LISTED ENTRIES below:
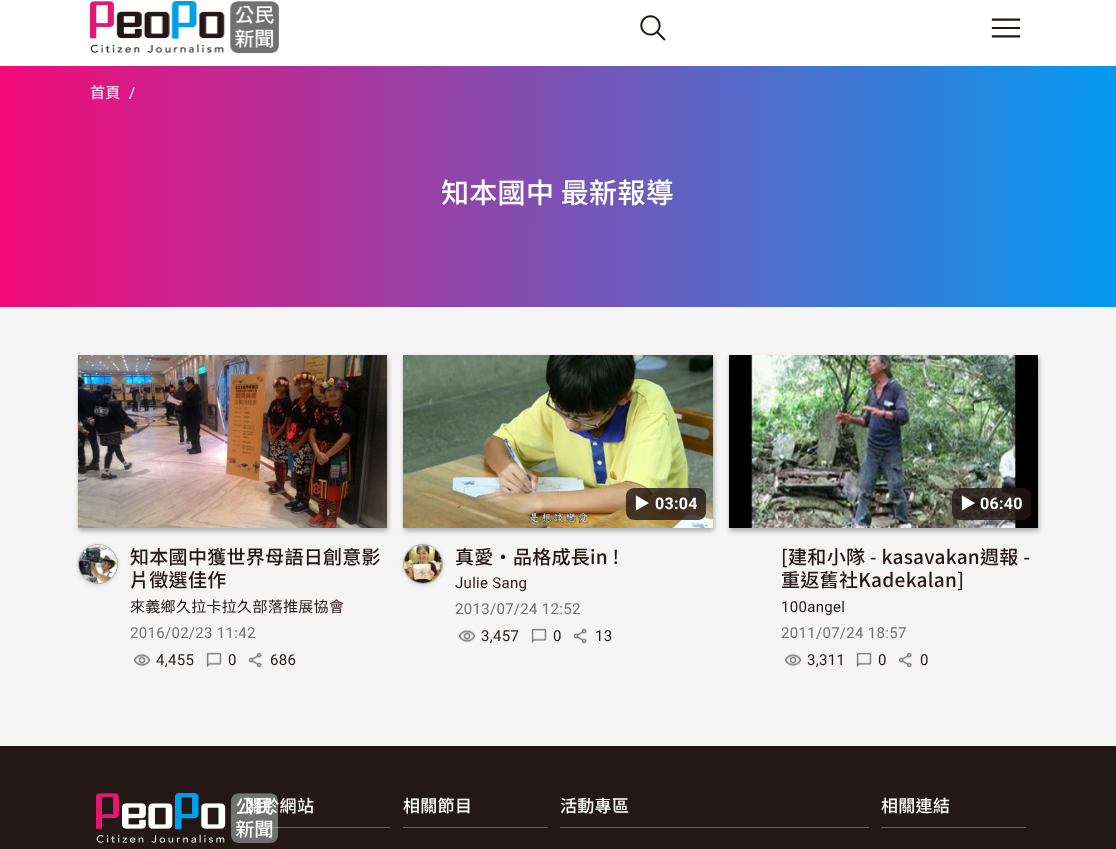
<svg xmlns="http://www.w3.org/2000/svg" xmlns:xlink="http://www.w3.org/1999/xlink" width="1116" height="849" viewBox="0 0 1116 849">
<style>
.cls-1{font:15px Noto Sans TC;letter-spacing:0.3px;fill:#ffffff}
.cls-2{font:15px Roboto;letter-spacing:0.3px;fill:#ffffff}
.cls-3{font:500 28px Noto Sans TC;letter-spacing:0.3px;fill:#ffffff}
.cls-4{font:500 19px Noto Sans TC;letter-spacing:0.3px;fill:#231815}
.cls-5{font:15px Noto Sans TC;letter-spacing:0.3px;fill:#231815}
.cls-6{font:15px Roboto;letter-spacing:0.3px;fill:#727171}
.cls-7{font:15px Roboto;letter-spacing:0.3px;fill:#231815}
.cls-8{font:bold 16px Noto Sans TC;letter-spacing:0.3px;fill:#ffffff}
.cls-9{font:bold 16px Roboto;letter-spacing:0.3px;fill:#ffffff}
.cls-10{font:500 17px Noto Sans TC;letter-spacing:0.3px;fill:#ffffff}
</style>
<defs>
<linearGradient id="g1" gradientUnits="userSpaceOnUse" x1="1116" y1="186" x2="0" y2="187"><stop offset="0" stop-color="#0599f0"/><stop offset="1" stop-color="#f20a78"/></linearGradient>
</defs>
<rect width="100%" height="100%" fill="#f5f5f5"/>
<rect fill="#ffffff" x="0" y="0" width="1116" height="66"/>
<image xlink:href="image0.png" x="90" y="1" width="189" height="52"/>
<image xlink:href="image1.png" x="640" y="15" width="26" height="26"/>
<image xlink:href="image2.png" x="991" y="18" width="30" height="20"/>
<rect fill="url(#g1)" x="0" y="66" width="1116" height="241"/>
<rect fill="#000000" fill-opacity="0.3" filter="blur(2.5px)" x="79" y="358" width="309" height="173"/>
<image xlink:href="image3.png" x="78" y="355" width="309" height="173"/>
<rect fill="#0c0c0d" fill-opacity="0.1" filter="blur(2px)" x="78" y="545" width="40" height="40" rx="20"/>
<rect fill="#0c0c0d" fill-opacity="0.05" filter="blur(2px)" x="78" y="545" width="40" height="40" rx="20"/>
<circle fill="none" stroke="#231815" stroke-opacity="0.25" cx="98" cy="564" r="19.5"/>
<image xlink:href="image4.png" x="79" y="545" width="38" height="38"/>
<image xlink:href="image5.png" x="133" y="653" width="18" height="14"/>
<image xlink:href="image6.png" x="206" y="652" width="16" height="16"/>
<image xlink:href="image7.png" x="248" y="652" width="14" height="16"/>
<rect fill="#000000" fill-opacity="0.3" filter="blur(2.5px)" x="404" y="358" width="310" height="173"/>
<image xlink:href="image8.png" x="403" y="355" width="310" height="173"/>
<rect fill="#231815" fill-opacity="0.8" x="626" y="488" width="80" height="32" rx="8"/>
<rect fill="#0c0c0d" fill-opacity="0.1" filter="blur(2px)" x="403" y="545" width="40" height="40" rx="20"/>
<rect fill="#0c0c0d" fill-opacity="0.05" filter="blur(2px)" x="403" y="545" width="40" height="40" rx="20"/>
<circle fill="none" stroke="#231815" stroke-opacity="0.25" cx="423" cy="564" r="19.5"/>
<image xlink:href="image9.png" x="404" y="545" width="38" height="38"/>
<image xlink:href="image5.png" x="458" y="629" width="18" height="14"/>
<image xlink:href="image6.png" x="531" y="628" width="16" height="16"/>
<image xlink:href="image10.png" x="573" y="628" width="14" height="16"/>
<rect fill="#000000" fill-opacity="0.3" filter="blur(2.5px)" x="730" y="358" width="309" height="173"/>
<image xlink:href="image11.png" x="729" y="355" width="309" height="173"/>
<rect fill="#231815" fill-opacity="0.8" x="952" y="488" width="79" height="32" rx="8"/>
<image xlink:href="image5.png" x="784" y="653" width="18" height="14"/>
<image xlink:href="image6.png" x="856" y="652" width="16" height="16"/>
<image xlink:href="image10.png" x="898" y="652" width="14" height="16"/>
<rect fill="#231815" x="0" y="746" width="1116" height="103"/>
<image xlink:href="image12.png" x="96" y="793" width="182" height="50"/>
<rect fill="#ffffff" fill-opacity="0.3" x="245" y="827" width="145" height="1"/>
<rect fill="#655d5b" x="403" y="827" width="145" height="1"/>
<rect fill="#655d5b" x="560" y="827" width="309" height="1"/>
<rect fill="#655d5b" x="881" y="827" width="145" height="1"/>
<text class="cls-1" x="90" y="98">首頁</text>
<text class="cls-2" x="129" y="98">/</text>
<text class="cls-3" x="441" y="203">知本國中 最新報導</text>
<text class="cls-4"><tspan x="130" y="564">知本國中獲世界母語日創意影</tspan><tspan x="130" y="587">片徵選佳作</tspan></text>
<text class="cls-5" x="130" y="612">來義鄉久拉卡拉久部落推展協會</text>
<text class="cls-6" x="130" y="638">2016/02/23 11:42</text>
<text class="cls-7" x="156" y="665">4,455</text>
<text class="cls-7" x="228" y="665">0</text>
<text class="cls-7" x="270" y="665">686</text>
<text class="cls-8" x="634" y="509">▶︎</text>
<text class="cls-9" x="655" y="509">03:04</text>
<text class="cls-4" x="455" y="564">真愛‧品格成長in !</text>
<text class="cls-7" x="455" y="588">Julie Sang</text>
<text class="cls-6" x="455" y="614">2013/07/24 12:52</text>
<text class="cls-7" x="481" y="641">3,457</text>
<text class="cls-7" x="553" y="641">0</text>
<text class="cls-7" x="595" y="641">13</text>
<text class="cls-8" x="960" y="509">▶︎</text>
<text class="cls-9" x="980" y="509">06:40</text>
<text class="cls-4"><tspan x="781" y="564">[建和小隊 - kasavakan週報 -</tspan><tspan x="781" y="587">重返舊社Kadekalan]</tspan></text>
<text class="cls-7" x="781" y="612">100angel</text>
<text class="cls-6" x="781" y="638">2011/07/24 18:57</text>
<text class="cls-7" x="807" y="665">3,311</text>
<text class="cls-7" x="878" y="665">0</text>
<text class="cls-7" x="920" y="665">0</text>
<text class="cls-10" x="245" y="812">關於網站</text>
<text class="cls-10" x="403" y="812">相關節目</text>
<text class="cls-10" x="560" y="812">活動專區</text>
<text class="cls-10" x="881" y="812">相關連結</text>
</svg>
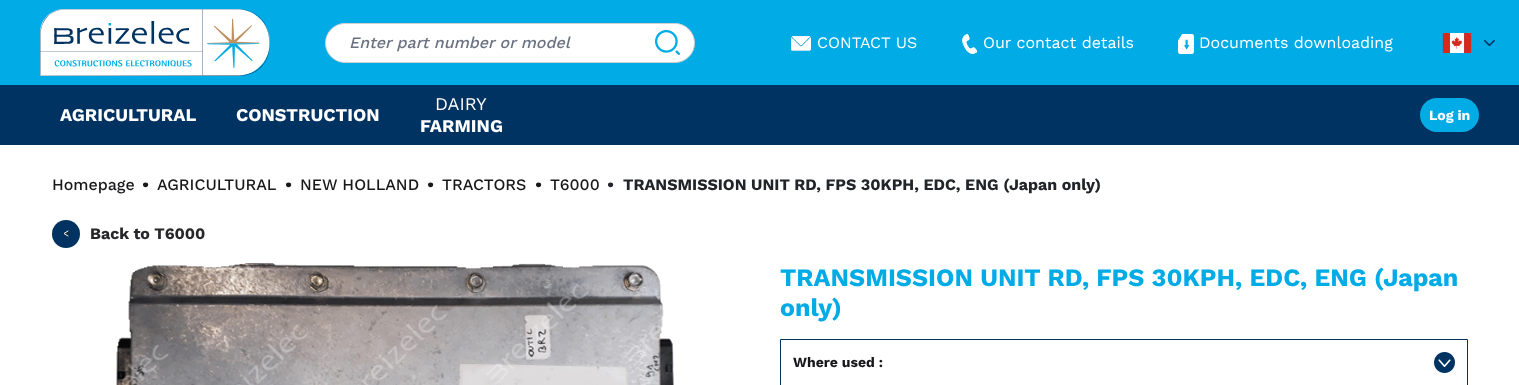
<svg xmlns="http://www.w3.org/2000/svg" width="1519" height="385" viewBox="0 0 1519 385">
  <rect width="100%" height="100%" fill="#fff"/>
  <path d="M0 0h1519v85H0z" fill="#00abe6"/>
  <image x="40" y="9" width="230" height="67" href="img/1.png"/>
  <rect x="325.5" y="23.5" width="369" height="39" rx="19.5" fill="#fff" stroke="#d1d1d1"/>
  <image x="655" y="30" width="25" height="25" href="img/2.png"/>
  <image x="791" y="36" width="20" height="15" href="img/3.png"/>
  <image x="962" y="34" width="15" height="20" href="img/4.png"/>
  <image x="1178" y="34" width="16" height="20" href="img/5.png"/>
  <image x="1442" y="33" width="30" height="20" href="img/6.png"/>
  <image x="1484" y="39" width="11" height="8" href="img/7.png"/>
  <path d="M0 85h1519v60H0z" fill="#003361"/>
  <rect x="1420" y="98" width="59" height="34" rx="17" fill="#00abe6"/>
  <circle cx="66" cy="234" r="14" fill="#003361"/>
  <path d="M68 231L64 233.5L68 236" fill="#27272a" fill-rule="evenodd" stroke="#fff" stroke-linecap="round" stroke-linejoin="round"/>
  <image x="116" y="263" width="558" height="122" href="img/8.png"/>
  <path d="M780.5 339.5h687v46H780.5z" fill="none" stroke="#003361"/>
  <image x="1434" y="352" width="21" height="21" href="img/9.png"/>
  <text x="349" y="48" font-family="Work Sans" font-size="16" font-weight="500" font-style="italic" fill="#6a7282">Enter part number or model</text>
  <g font-family="Work Sans" font-size="16" fill="#fff">
    <text x="817" y="48">CONTACT US</text>
    <text x="983" y="48">Our contact details</text>
    <text x="1199" y="48">Documents downloading</text>
  </g>
  <g font-family="Work Sans" font-size="18" font-weight="bold" fill="#fff">
    <text x="60" y="121">AGRICULTURAL</text>
    <text x="236" y="121">CONSTRUCTION</text>
  </g>
  <text x="435" y="110" font-family="Work Sans" font-size="18" fill="#fff">DAIRY</text>
  <text x="420" y="132" font-family="Work Sans" font-size="18" font-weight="bold" fill="#fff">FARMING</text>
  <text x="1429" y="120" font-family="Work Sans" font-size="14" font-weight="bold" fill="#fff">Log in</text>
  <text x="52" y="190" font-family="Work Sans" font-size="16" font-weight="500" fill="#18181b">Homepage</text>
  <text x="142" y="194" font-family="Work Sans" font-size="26" font-weight="bold" fill="#18181b">·</text>
  <text x="157" y="190" font-family="Work Sans" font-size="16" font-weight="500" fill="#18181b">AGRICULTURAL</text>
  <text x="285" y="194" font-family="Work Sans" font-size="26" font-weight="bold" fill="#18181b">·</text>
  <text x="300" y="190" font-family="Work Sans" font-size="16" font-weight="500" fill="#18181b">NEW HOLLAND</text>
  <text x="427" y="194" font-family="Work Sans" font-size="26" font-weight="bold" fill="#18181b">·</text>
  <text x="442" y="190" font-family="Work Sans" font-size="16" font-weight="500" fill="#18181b">TRACTORS</text>
  <text x="535" y="194" font-family="Work Sans" font-size="26" font-weight="bold" fill="#18181b">·</text>
  <text x="550" y="190" font-family="Work Sans" font-size="16" font-weight="500" fill="#18181b">T6000</text>
  <text x="607" y="194" font-family="Work Sans" font-size="26" font-weight="bold" fill="#212529">·</text>
  <text x="623" y="190" font-family="Work Sans" font-size="16" font-weight="bold" fill="#212529">TRANSMISSION UNIT RD, FPS 30KPH, EDC, ENG (Japan only)</text>
  <text x="90" y="239" font-family="Work Sans" font-size="16" font-weight="bold" fill="#27272a">Back to T6000</text>
  <g font-family="Work Sans" font-size="25" font-weight="bold" fill="#00abe6">
    <text x="780" y="286">TRANSMISSION UNIT RD, FPS 30KPH, EDC, ENG (Japan</text>
    <text x="780" y="316">only)</text>
  </g>
  <text x="793" y="367" font-family="Work Sans" font-size="14" font-weight="bold" fill="#18181b">Where used :</text>
</svg>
End of LISTED ENTRIES.
Taking the records above as input, show every line in which the word "Japan" is present.

SOLUTION TO THIS EXERCISE |
  <text x="623" y="190" font-family="Work Sans" font-size="16" font-weight="bold" fill="#212529">TRANSMISSION UNIT RD, FPS 30KPH, EDC, ENG (Japan only)</text>
    <text x="780" y="286">TRANSMISSION UNIT RD, FPS 30KPH, EDC, ENG (Japan</text>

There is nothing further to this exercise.